Expand description
Change detection for incremental deployment.
This module implements a Dirty Propagation Algorithm to determine which database objects, schemas, and clusters need redeployment after changes.
§Algorithm Overview
The algorithm computes three result sets via fixed-point iteration:
DirtyStmt(object)- All objects that must be reprocessedDirtyCluster(cluster)- All clusters that must be refreshedDirtySchema(database, schema)- All schemas containing dirty objects
§Seeds
The fixed-point starts from two caller-supplied inputs:
ChangedStmt(O)— objects whose hashes differ between the old and new snapshots.ForcedSchema(Db, Sch)— schemas the caller marks dirty unconditionally (stage --redeploy-schema), redeployed even when nothing in them changed.
§Propagation Rules
§Rule Category 1 — Statement Dirtiness
DirtyStmt(O) :- ChangedStmt(O) # Changed objects are dirty
DirtyStmt(O) :- StmtUsesCluster(O, C), DirtyCluster(C) # Objects on dirty statement clusters are dirty
DirtyStmt(O) :- DependsOn(O, P), DirtyStmt(P), NOT IsReplacement(P) # Downstream dependents are dirty, except through replacement MVs
DirtyStmt(O) :- DirtySchema(Db, Sch), ObjectInSchema(O, Db, Sch) # Every object in a dirty schema is dirtyReplacement MVs: A replacement MV (in a stable-API schema, redeployed in place) has exactly one special property — its dirtiness does not propagate downstream to dependents in other schemas. Otherwise it behaves like any other compute object: a dirty replacement MV dirties its schema, a dirty stable schema redeploys all of its MVs atomically, and a dirty cluster propagates normally.

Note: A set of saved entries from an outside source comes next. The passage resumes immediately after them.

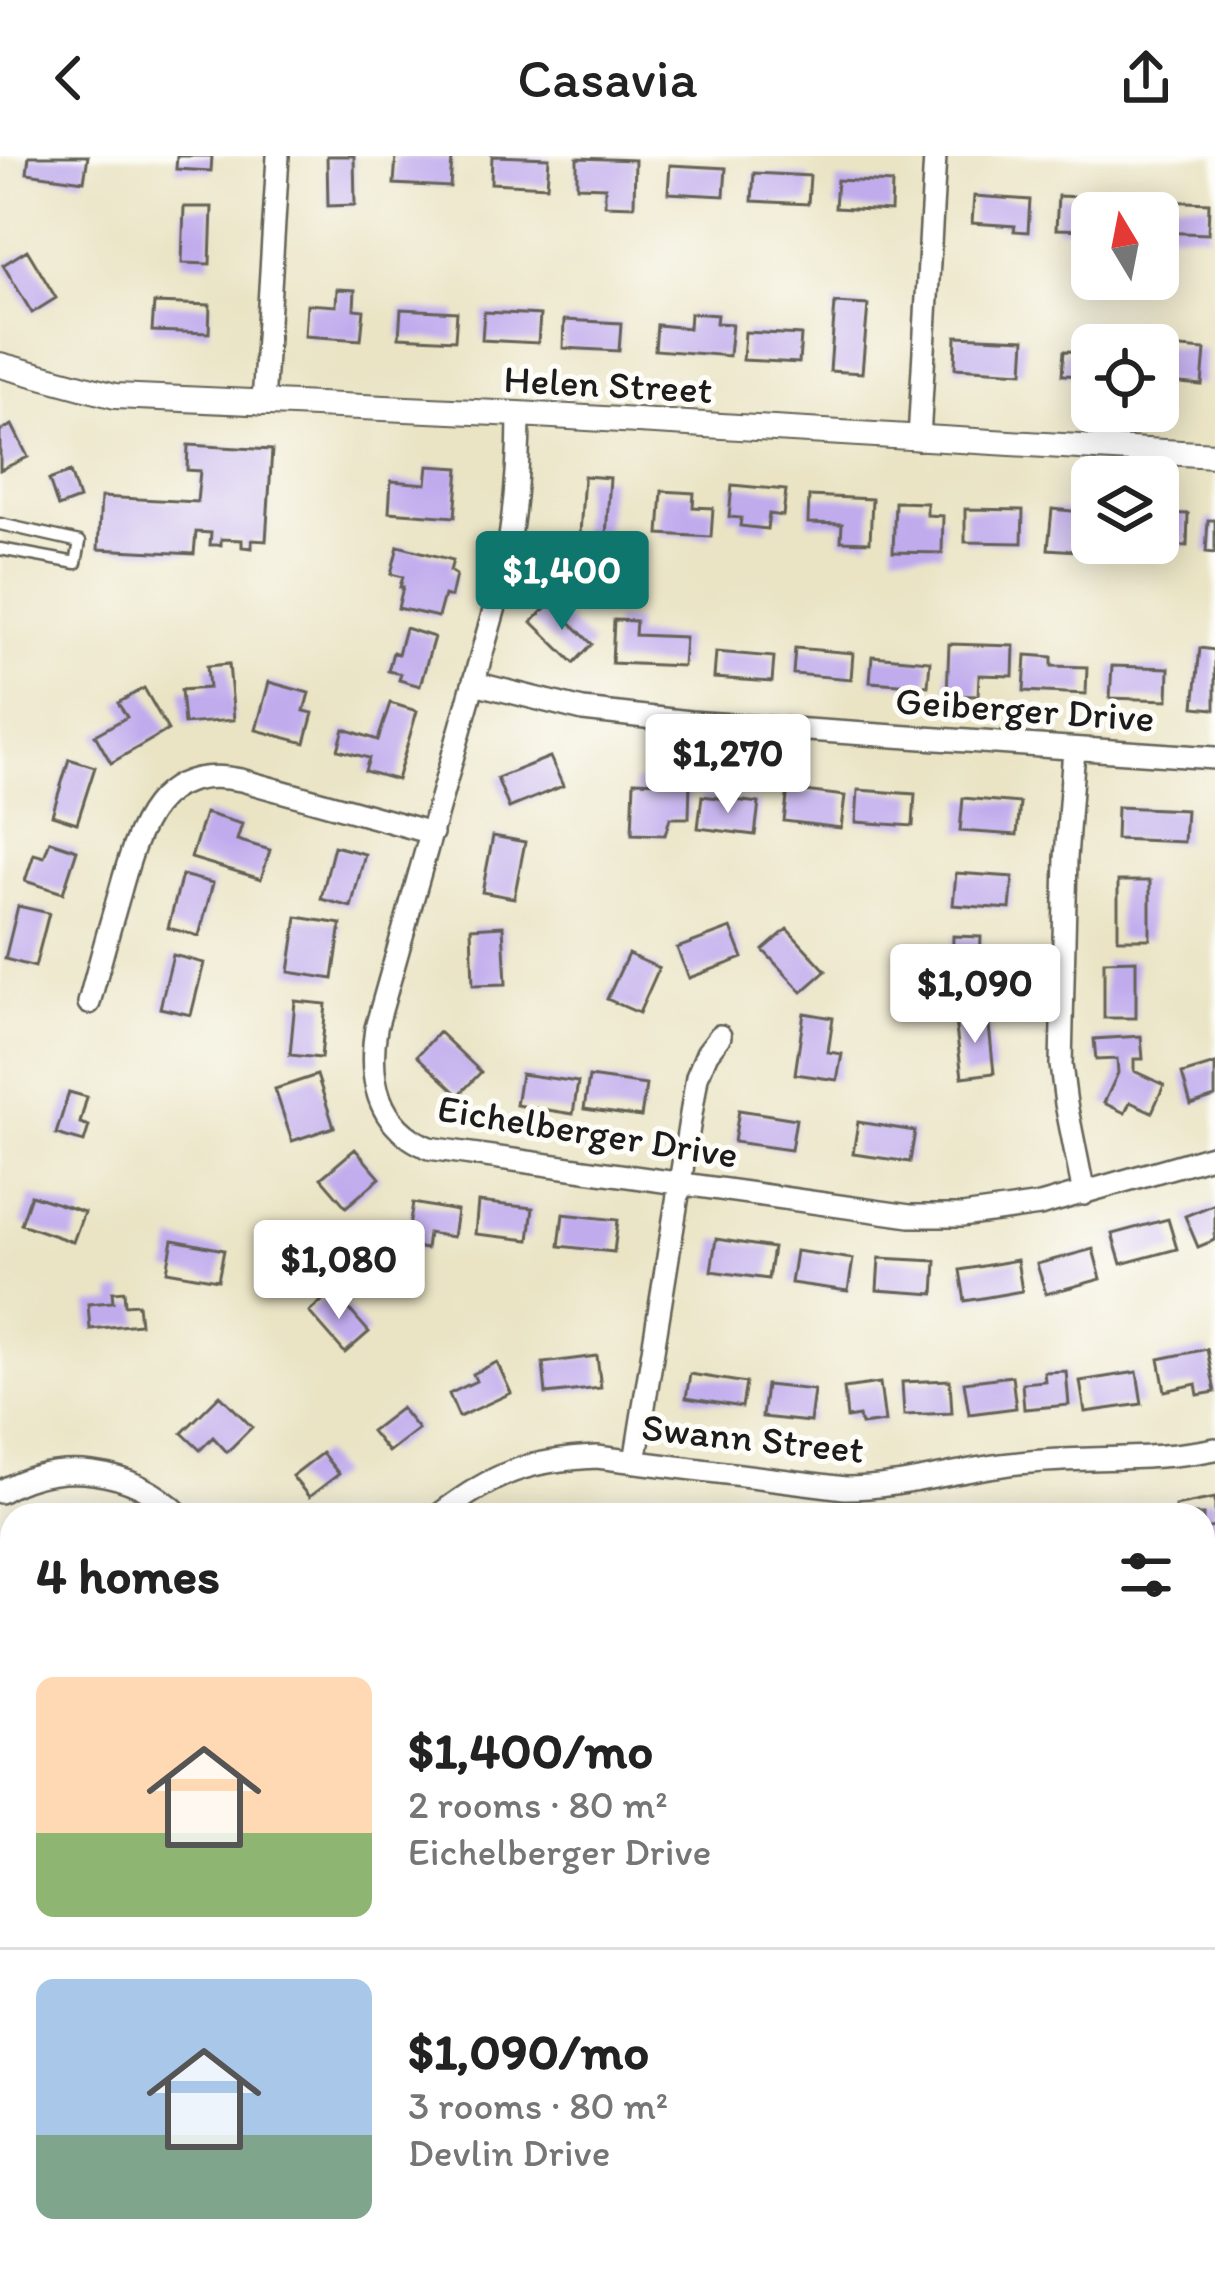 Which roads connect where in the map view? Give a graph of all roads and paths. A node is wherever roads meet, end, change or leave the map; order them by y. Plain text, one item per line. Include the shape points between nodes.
1 (278, 156) edge
2 (935, 156) edge
3 (0, 365) edge
4 (263, 404) junction
5 (519, 414) junction
6 (919, 439) junction
7 (1215, 455) edge
8 (0, 524) edge
9 (0, 549) edge
10 (474, 683) junction
11 (1074, 749) junction
12 (1215, 758) edge
13 (432, 833) junction
14 (88, 1003) dead end
15 (720, 1036) dead end
16 (1215, 1155) edge
17 (680, 1183) junction
18 (1084, 1194) junction
19 (1215, 1449) edge
20 (635, 1462) junction
21 (0, 1492) edge
22 (165, 1503) edge
23 (456, 1503) edge

1 - 4 street
2 - 6 street
3 - 4 street, Helen Street via 115,396
4 - 5 street, Helen Street
5 - 6 street, Helen Street
5 - 10 street, Eichelberger Drive via 513,531
6 - 7 street, Helen Street
8 - 9 lane via 80,542 76,563
10 - 11 street, Geiberger Drive via 583,710 690,722
10 - 13 street, Eichelberger Drive
11 - 12 street, Geiberger Drive
11 - 18 street via 1061,1065
13 - 14 street via 241,779 188,782 156,805 135,837
13 - 17 street, Eichelberger Drive via 372,1054 389,1116 429,1148
15 - 17 street via 697,1077
16 - 18 street, Eichelberger Drive
17 - 18 street, Eichelberger Drive via 910,1216 1002,1213
17 - 20 street
19 - 20 street, Swann Street via 1001,1465 872,1488
20 - 23 street, Swann Street via 534,1463
21 - 22 street via 28,1478 80,1471 130,1483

Key Insight: Index clusters do NOT cause objects to be marked dirty. Indexes are physical optimizations that can be managed independently without redeploying the object’s statement. If object A’s index uses a dirty cluster, object A is NOT marked for redeployment.
§Rule Category 2 — Cluster Dirtiness
DirtyCluster(C) :- ChangedStmt(O), StmtUsesCluster(O, C), NOT IsSink(O), ClusterBoundary(C) # Clusters of changed statements are dirty within the boundary
DirtyCluster(C) :- ChangedStmt(O), IndexUsesCluster(O, _, C), NOT IsSink(O), ClusterBoundary(C) # Clusters of changed indexes are dirty within the boundaryNote: Clusters are only marked dirty when the STATEMENT itself changes,
not when the object is dirty for other reasons (dependencies, schema propagation, etc.).

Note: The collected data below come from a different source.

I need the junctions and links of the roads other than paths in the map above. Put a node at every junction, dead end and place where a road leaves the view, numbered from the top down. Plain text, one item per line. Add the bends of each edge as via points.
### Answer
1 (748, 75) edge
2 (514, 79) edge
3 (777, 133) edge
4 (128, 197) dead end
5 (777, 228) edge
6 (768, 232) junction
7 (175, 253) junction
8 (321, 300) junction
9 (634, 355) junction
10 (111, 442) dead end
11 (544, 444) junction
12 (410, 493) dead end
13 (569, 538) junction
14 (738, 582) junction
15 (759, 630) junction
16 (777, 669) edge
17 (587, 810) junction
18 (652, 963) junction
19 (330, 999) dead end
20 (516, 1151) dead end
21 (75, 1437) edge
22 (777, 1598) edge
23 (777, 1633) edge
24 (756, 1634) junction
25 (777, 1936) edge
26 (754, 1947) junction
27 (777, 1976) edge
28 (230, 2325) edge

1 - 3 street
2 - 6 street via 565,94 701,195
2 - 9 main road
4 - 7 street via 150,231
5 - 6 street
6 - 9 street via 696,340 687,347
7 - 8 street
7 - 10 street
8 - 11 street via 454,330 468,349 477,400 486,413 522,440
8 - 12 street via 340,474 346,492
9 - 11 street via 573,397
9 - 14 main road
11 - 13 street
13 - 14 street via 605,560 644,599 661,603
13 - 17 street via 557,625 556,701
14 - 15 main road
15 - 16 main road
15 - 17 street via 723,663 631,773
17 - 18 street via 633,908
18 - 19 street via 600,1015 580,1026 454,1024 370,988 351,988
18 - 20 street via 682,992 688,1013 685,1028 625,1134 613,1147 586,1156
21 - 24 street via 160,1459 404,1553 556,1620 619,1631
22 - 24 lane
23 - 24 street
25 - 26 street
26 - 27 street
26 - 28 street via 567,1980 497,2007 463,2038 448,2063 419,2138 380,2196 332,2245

Sinks are excluded because they write to external systems and are created after the swap.
ClusterBoundary is the set of clusters referenced by statements or
indexes in the project. A cluster can become dirty only if it is both used
by a changed object and present in that boundary.
§Rule Category 3 — Schema Dirtiness
DirtySchema(Db, Sch) :- ForcedSchema(Db, Sch) # Forced schemas are dirty up front (seed)
DirtySchema(Db, Sch) :- DirtyStmt(O), ObjectInSchema(O, Db, Sch), NOT IsSink(O) # Dirty objects make their schemas dirty (excluding sinks)Key Property: All dirty objects (except sinks) contribute to schema dirtiness, which triggers schema-level atomic redeployment. Sinks are excluded because they are created after the swap during apply and shouldn’t cause other objects to be redeployed.
Modules§
- base_
facts 🔒 - Base fact extraction from a planned project.
- datalog 🔒
- Datalog-style fixed-point computation of dirty objects, clusters, and schemas.
- diff 🔒
- Snapshot diff — finds objects whose hashes changed between two deployments.
- logging 🔒
- Verbose logging helpers for the Datalog fixed-point computation.
- types 🔒
- Core
ChangeSettype and its display formatting.